Collected data:

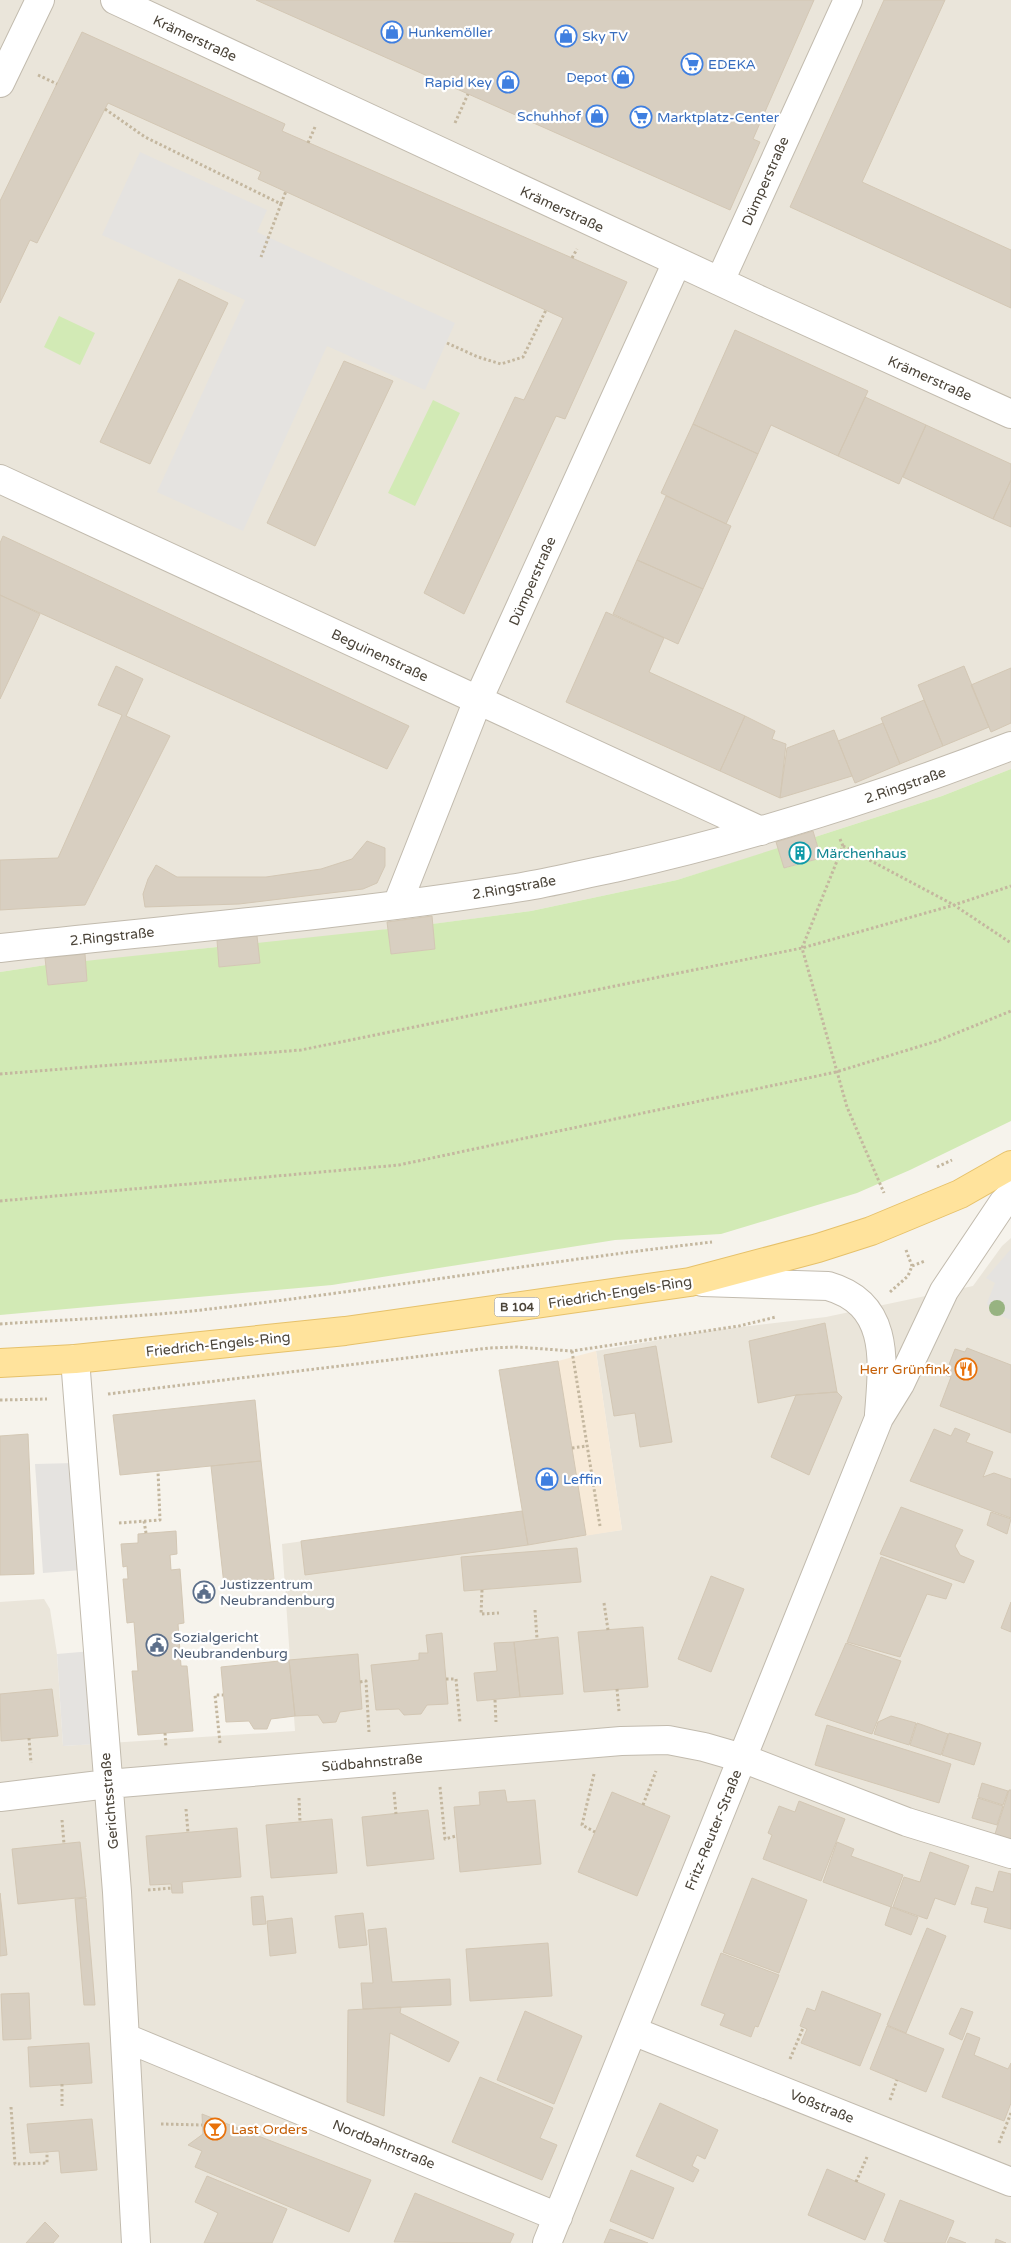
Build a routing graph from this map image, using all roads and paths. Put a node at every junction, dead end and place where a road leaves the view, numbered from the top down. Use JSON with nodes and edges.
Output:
{"nodes":[{"id":1,"x":40,"y":0,"type":"edge"},
{"id":2,"x":115,"y":0,"type":"edge"},
{"id":3,"x":848,"y":0,"type":"edge"},
{"id":4,"x":0,"y":83,"type":"edge"},
{"id":5,"x":106,"y":109,"type":"dead end"},
{"id":6,"x":286,"y":191,"type":"dead end"},
{"id":7,"x":281,"y":204,"type":"junction"},
{"id":8,"x":261,"y":257,"type":"dead end"},
{"id":9,"x":677,"y":262,"type":"junction"},
{"id":10,"x":720,"y":281,"type":"junction"},
{"id":11,"x":546,"y":310,"type":"dead end"},
{"id":12,"x":447,"y":343,"type":"dead end"},
{"id":13,"x":1011,"y":414,"type":"edge"},
{"id":14,"x":0,"y":479,"type":"edge"},
{"id":15,"x":478,"y":700,"type":"junction"},
{"id":16,"x":1011,"y":746,"type":"edge"},
{"id":17,"x":761,"y":831,"type":"junction"},
{"id":18,"x":1011,"y":886,"type":"edge"},
{"id":19,"x":397,"y":905,"type":"junction"},
{"id":20,"x":954,"y":905,"type":"junction"},
{"id":21,"x":1011,"y":943,"type":"edge"},
{"id":22,"x":0,"y":948,"type":"edge"},
{"id":23,"x":802,"y":948,"type":"junction"},
{"id":24,"x":1011,"y":1011,"type":"edge"},
{"id":25,"x":836,"y":1072,"type":"junction"},
{"id":26,"x":0,"y":1074,"type":"edge"},
{"id":27,"x":957,"y":1157,"type":"dead end"},
{"id":28,"x":1011,"y":1165,"type":"edge"},
{"id":29,"x":931,"y":1170,"type":"dead end"},
{"id":30,"x":891,"y":1189,"type":"dead end"},
{"id":31,"x":884,"y":1192,"type":"junction"},
{"id":32,"x":876,"y":1195,"type":"dead end"},
{"id":33,"x":1011,"y":1195,"type":"edge"},
{"id":34,"x":0,"y":1201,"type":"edge"},
{"id":35,"x":714,"y":1241,"type":"dead end"},
{"id":36,"x":960,"y":1266,"type":"junction"},
{"id":37,"x":690,"y":1282,"type":"junction"},
{"id":38,"x":868,"y":1312,"type":"junction"},
{"id":39,"x":783,"y":1316,"type":"dead end"},
{"id":40,"x":0,"y":1324,"type":"edge"},
{"id":41,"x":572,"y":1352,"type":"junction"},
{"id":42,"x":75,"y":1359,"type":"junction"},
{"id":43,"x":0,"y":1363,"type":"edge"},
{"id":44,"x":79,"y":1398,"type":"junction"},
{"id":45,"x":0,"y":1400,"type":"edge"},
{"id":46,"x":879,"y":1418,"type":"junction"},
{"id":47,"x":587,"y":1446,"type":"junction"},
{"id":48,"x":572,"y":1448,"type":"dead end"},
{"id":49,"x":158,"y":1471,"type":"dead end"},
{"id":50,"x":144,"y":1521,"type":"junction"},
{"id":51,"x":88,"y":1524,"type":"junction"},
{"id":52,"x":600,"y":1526,"type":"dead end"},
{"id":53,"x":146,"y":1533,"type":"dead end"},
{"id":54,"x":482,"y":1590,"type":"dead end"},
{"id":55,"x":604,"y":1603,"type":"dead end"},
{"id":56,"x":535,"y":1610,"type":"dead end"},
{"id":57,"x":499,"y":1613,"type":"dead end"},
{"id":58,"x":608,"y":1630,"type":"dead end"},
{"id":59,"x":537,"y":1639,"type":"dead end"},
{"id":60,"x":446,"y":1679,"type":"dead end"},
{"id":61,"x":360,"y":1682,"type":"dead end"},
{"id":62,"x":223,"y":1694,"type":"dead end"},
{"id":63,"x":602,"y":1742,"type":"junction"},
{"id":64,"x":450,"y":1755,"type":"junction"},
{"id":65,"x":742,"y":1758,"type":"junction"},
{"id":66,"x":371,"y":1762,"type":"junction"},
{"id":67,"x":223,"y":1775,"type":"junction"},
{"id":68,"x":108,"y":1784,"type":"junction"},
{"id":69,"x":0,"y":1797,"type":"edge"},
{"id":70,"x":595,"y":1832,"type":"dead end"},
{"id":71,"x":456,"y":1836,"type":"dead end"},
{"id":72,"x":1011,"y":1854,"type":"edge"},
{"id":73,"x":633,"y":2031,"type":"junction"},
{"id":74,"x":126,"y":2038,"type":"junction"},
{"id":75,"x":62,"y":2084,"type":"dead end"},
{"id":76,"x":62,"y":2106,"type":"dead end"},
{"id":77,"x":10,"y":2107,"type":"dead end"},
{"id":78,"x":131,"y":2123,"type":"junction"},
{"id":79,"x":202,"y":2125,"type":"dead end"},
{"id":80,"x":47,"y":2152,"type":"dead end"},
{"id":81,"x":1011,"y":2182,"type":"edge"},
{"id":82,"x":558,"y":2216,"type":"junction"},
{"id":83,"x":136,"y":2243,"type":"edge"},
{"id":84,"x":548,"y":2243,"type":"edge"}],
"edges":[{"from":1,"to":4,"type":"street"},
{"from":2,"to":9,"type":"street","name":"Krämerstraße"},
{"from":3,"to":10,"type":"street","name":"Dümperstraße"},
{"from":5,"to":7,"type":"path"},
{"from":6,"to":7,"type":"path"},
{"from":7,"to":8,"type":"path"},
{"from":9,"to":10,"type":"street","name":"Krämerstraße"},
{"from":9,"to":15,"type":"street","name":"Dümperstraße"},
{"from":10,"to":13,"type":"street","name":"Krämerstraße"},
{"from":11,"to":12,"type":"path"},
{"from":14,"to":15,"type":"street","name":"Beguinenstraße"},
{"from":15,"to":17,"type":"street","name":"Beguinenstraße"},
{"from":15,"to":19,"type":"street","name":"Dümperstraße"},
{"from":16,"to":17,"type":"street","name":"2.Ringstraße"},
{"from":17,"to":19,"type":"street","name":"2.Ringstraße"},
{"from":18,"to":20,"type":"path"},
{"from":19,"to":22,"type":"street","name":"2.Ringstraße"},
{"from":20,"to":21,"type":"path"},
{"from":20,"to":23,"type":"path"},
{"from":20,"to":23,"type":"path"},
{"from":23,"to":25,"type":"path"},
{"from":23,"to":26,"type":"path"},
{"from":24,"to":25,"type":"path"},
{"from":25,"to":31,"type":"path"},
{"from":25,"to":34,"type":"path"},
{"from":27,"to":29,"type":"path"},
{"from":28,"to":37,"type":"main road","name":"Friedrich-Engels-Ring","number":"B 104"},
{"from":30,"to":31,"type":"path"},
{"from":31,"to":32,"type":"path"},
{"from":33,"to":36,"type":"street","name":"Fritz-Reuter-Straße"},
{"from":35,"to":40,"type":"path"},
{"from":36,"to":38,"type":"path"},
{"from":36,"to":46,"type":"street","name":"Fritz-Reuter-Straße"},
{"from":37,"to":38,"type":"street","name":"Fritz-Reuter-Straße","number":"B 104"},
{"from":37,"to":42,"type":"main road","name":"Friedrich-Engels-Ring","number":"B 104"},
{"from":38,"to":46,"type":"street","name":"Fritz-Reuter-Straße"},
{"from":39,"to":41,"type":"path"},
{"from":41,"to":44,"type":"path"},
{"from":41,"to":47,"type":"path"},
{"from":42,"to":43,"type":"main road","name":"Friedrich-Engels-Ring","number":"B 104"},
{"from":42,"to":44,"type":"street","name":"Gerichtsstraße"},
{"from":44,"to":45,"type":"path"},
{"from":44,"to":51,"type":"street","name":"Gerichtsstraße"},
{"from":46,"to":65,"type":"street","name":"Fritz-Reuter-Straße"},
{"from":47,"to":48,"type":"path"},
{"from":47,"to":52,"type":"path"},
{"from":49,"to":50,"type":"path"},
{"from":50,"to":51,"type":"path"},
{"from":50,"to":53,"type":"path"},
{"from":51,"to":68,"type":"street","name":"Gerichtsstraße"},
{"from":54,"to":57,"type":"path"},
{"from":55,"to":58,"type":"path"},
{"from":56,"to":59,"type":"path"},
{"from":60,"to":64,"type":"path"},
{"from":61,"to":66,"type":"path"},
{"from":62,"to":67,"type":"path"},
{"from":63,"to":64,"type":"street","name":"Südbahnstraße"},
{"from":63,"to":65,"type":"street","name":"Südbahnstraße"},
{"from":63,"to":70,"type":"path"},
{"from":64,"to":66,"type":"street","name":"Südbahnstraße"},
{"from":64,"to":71,"type":"path"},
{"from":65,"to":72,"type":"street","name":"Südbahnstraße"},
{"from":65,"to":73,"type":"street","name":"Fritz-Reuter-Straße"},
{"from":66,"to":67,"type":"street","name":"Südbahnstraße"},
{"from":67,"to":68,"type":"street","name":"Südbahnstraße"},
{"from":68,"to":69,"type":"street","name":"Südbahnstraße"},
{"from":68,"to":74,"type":"street","name":"Gerichtsstraße"},
{"from":73,"to":81,"type":"street","name":"Voßstraße"},
{"from":73,"to":82,"type":"street","name":"Fritz-Reuter-Straße"},
{"from":74,"to":78,"type":"street","name":"Gerichtsstraße"},
{"from":74,"to":82,"type":"street","name":"Nordbahnstraße"},
{"from":75,"to":76,"type":"path"},
{"from":77,"to":80,"type":"path"},
{"from":78,"to":79,"type":"path"},
{"from":78,"to":83,"type":"street","name":"Gerichtsstraße"},
{"from":82,"to":84,"type":"street","name":"Fritz-Reuter-Straße"}]}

• Task prompt: Read through the entries above, and wherever a line holds the string "main", copy it.

• Written reply:
{"from":28,"to":37,"type":"main road","name":"Friedrich-Engels-Ring","number":"B 104"},
{"from":37,"to":42,"type":"main road","name":"Friedrich-Engels-Ring","number":"B 104"},
{"from":42,"to":43,"type":"main road","name":"Friedrich-Engels-Ring","number":"B 104"},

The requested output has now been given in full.